The Coordinator process is responsible for synchronization tasks, including the need to periodically “checkpoint” the work being performed. During log-based processing, the processing of work items needs to be periodically checkpointed in order to minimize lost work upon resumption of processing after a failure of the original processing session. Processing is checkpointed by identifying and storing a common point, in the processing of the log, which all processes have reached. With such synchronization checkpoints, the Coordinator process identifies a common point in the set of work items for the various objects, and ensures that all Worker processes complete work up to that point. That is, all log processing is completed for all the work items up to that point in the set of work items, and no work is performed on any work items beyond that point in the set of work items.
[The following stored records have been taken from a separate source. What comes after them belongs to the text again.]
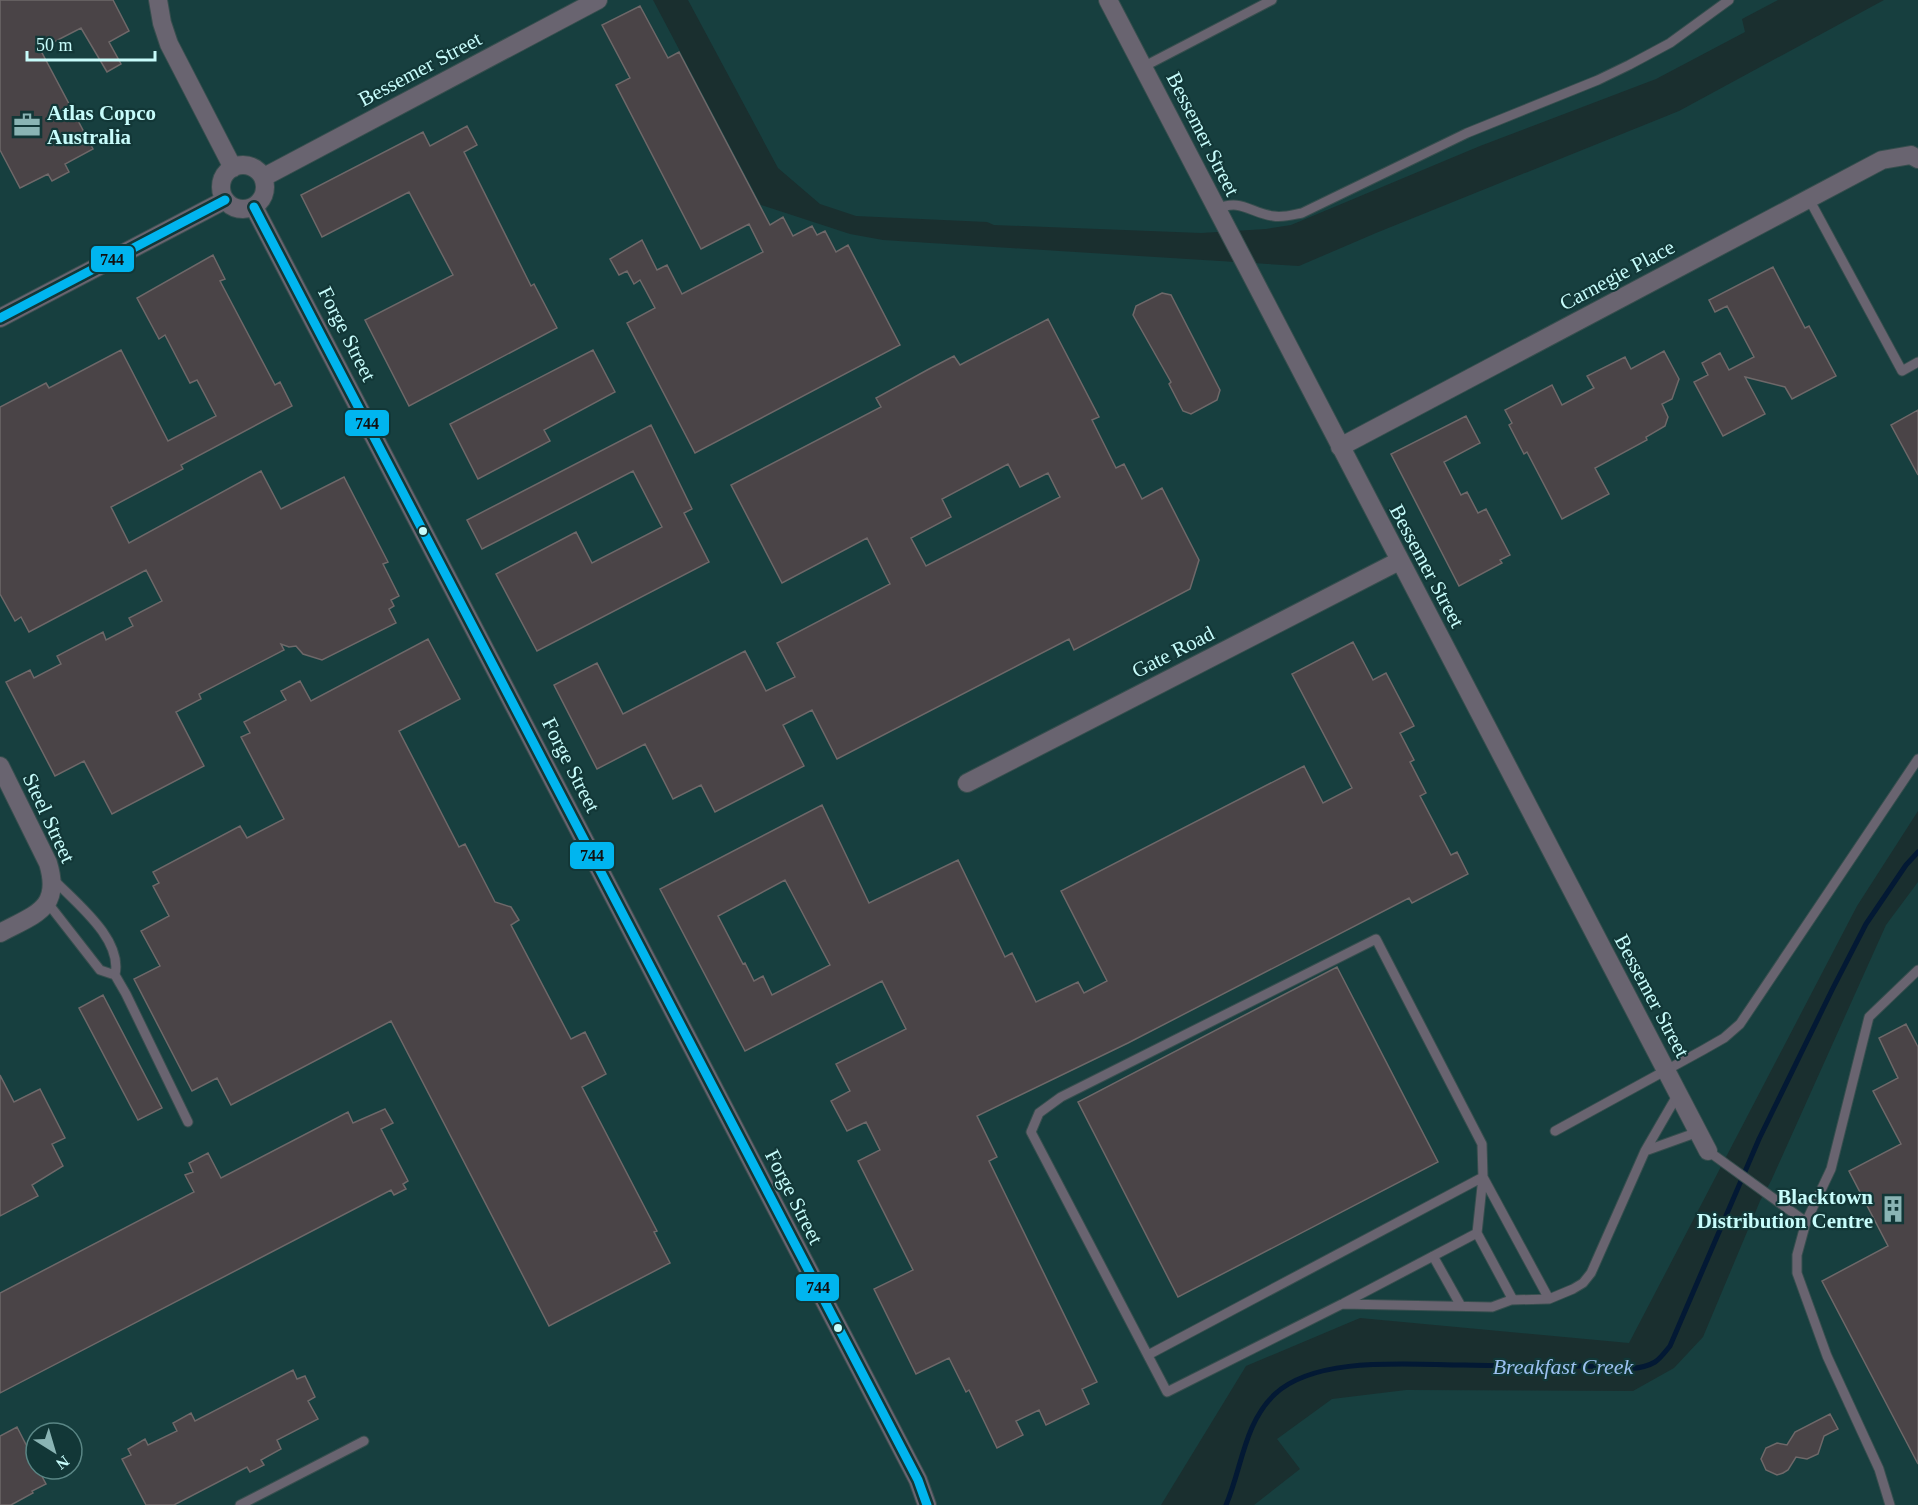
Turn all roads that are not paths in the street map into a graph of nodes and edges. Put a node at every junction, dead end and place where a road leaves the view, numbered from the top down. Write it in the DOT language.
graph roads {
  1 [pos="158,0"];
  2 [pos="598,0"];
  3 [pos="1108,0"];
  4 [pos="1272,0"];
  5 [pos="1729,0"];
  6 [pos="1143,67"];
  7 [pos="1918,159"];
  8 [pos="233,168"];
  9 [pos="264,177"];
  10 [pos="1809,199"];
  11 [pos="225,200"];
  12 [pos="255,207"];
  13 [pos="1217,209"];
  14 [pos="0,318"];
  15 [pos="1918,362"];
  16 [pos="1340,447"];
  17 [pos="1399,561"];
  18 [pos="1918,759"];
  19 [pos="0,766"];
  20 [pos="967,783"];
  21 [pos="53,879"];
  22 [pos="47,902"];
  23 [pos="0,933"];
  24 [pos="1918,970"];
  25 [pos="115,975"];
  26 [pos="1666,1071"];
  27 [pos="1678,1094"];
  28 [pos="188,1122"];
  29 [pos="1555,1131"];
  30 [pos="1698,1132"];
  31 [pos="1645,1151"];
  32 [pos="1708,1151"];
  33 [pos="1483,1177"];
  34 [pos="1806,1222"];
  35 [pos="1477,1233"];
  36 [pos="1434,1256"];
  37 [pos="1549,1299"];
  38 [pos="1513,1300"];
  39 [pos="1342,1304"];
  40 [pos="1461,1306"];
  41 [pos="1148,1355"];
  42 [pos="364,1441"];
  43 [pos="240,1505"];
  44 [pos="927,1505"];
  45 [pos="1890,1505"];
  1 -- 8 [label="street"];
  2 -- 9 [label="street, Bessemer Street"];
  3 -- 6 [label="street, Bessemer Street"];
  4 -- 6 [label="lane"];
  5 -- 13 [label="lane"];
  6 -- 13 [label="street, Bessemer Street"];
  7 -- 10 [label="street, Carnegie Place"];
  8 -- 9 [label="street"];
  8 -- 11 [label="street"];
  9 -- 12 [label="street"];
  10 -- 15 [label="lane"];
  10 -- 16 [label="street, Carnegie Place"];
  11 -- 12 [label="street"];
  11 -- 14 [label="street"];
  12 -- 44 [label="street, Forge Street"];
  13 -- 16 [label="street, Bessemer Street"];
  16 -- 17 [label="street, Bessemer Street"];
  17 -- 20 [label="street, Gate Road"];
  17 -- 26 [label="street, Bessemer Street"];
  18 -- 26 [label="lane"];
  19 -- 21 [label="street, Steel Street"];
  21 -- 22 [label="street, Steel Street"];
  21 -- 25 [label="lane"];
  22 -- 23 [label="street"];
  22 -- 25 [label="lane"];
  24 -- 34 [label="lane"];
  25 -- 28 [label="lane"];
  26 -- 27 [label="street, Bessemer Street"];
  26 -- 29 [label="lane"];
  27 -- 30 [label="street, Bessemer Street"];
  27 -- 31 [label="lane"];
  30 -- 31 [label="lane"];
  30 -- 32 [label="street, Bessemer Street"];
  31 -- 37 [label="lane"];
  32 -- 34 [label="lane"];
  33 -- 35 [label="lane"];
  33 -- 37 [label="lane"];
  33 -- 41 [label="lane"];
  33 -- 41 [label="lane"];
  34 -- 45 [label="lane"];
  35 -- 36 [label="lane"];
  35 -- 38 [label="lane"];
  36 -- 39 [label="lane"];
  36 -- 40 [label="lane"];
  37 -- 38 [label="lane"];
  38 -- 40 [label="lane"];
  39 -- 40 [label="lane"];
  39 -- 41 [label="lane"];
  42 -- 43 [label="lane"];
}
Once all the processes reach the checkpoint, the Coordinator process takes appropriate action, such as saving the state of the objects, and resumes the processing of the work item via the Worker processes. This approach to handling points of synchronization leads to significant resource under-utilization because the Worker processes that are finished with their work ahead of other Worker processes, i.e., the processes that reach the juncture before the other processes, cannot continue processing more work items until every process has reached the point of synchronization.
One approach to using checkpoints in managing shared resources is described in U.S. Pat. No. 6,567,827 to Bamford et al., entitled “Using a checkpoint to manage data that is shared by a plurality of nodes”; the contents of which is incorporated by reference in its entirety for all purposes as if fully set forth herein.
Parallel schemes for log-based recovery are unable to fully utilize global system resources (particularly in configurations involving distributed clusters of CPUs and memory units) because critical-path coordination work remains centralized in a single Coordinator process and, consequently, in a single node of the distributed cluster.
Based on the foregoing, there is room for improvement in the performance characteristics of log-based processing.
The approaches described in this section are approaches that could be pursued, but not necessarily approaches that have been previously conceived or pursued. Therefore, unless otherwise indicated, it should not be assumed that any of the approaches described in this section qualify as prior art merely by virtue of their inclusion in this section.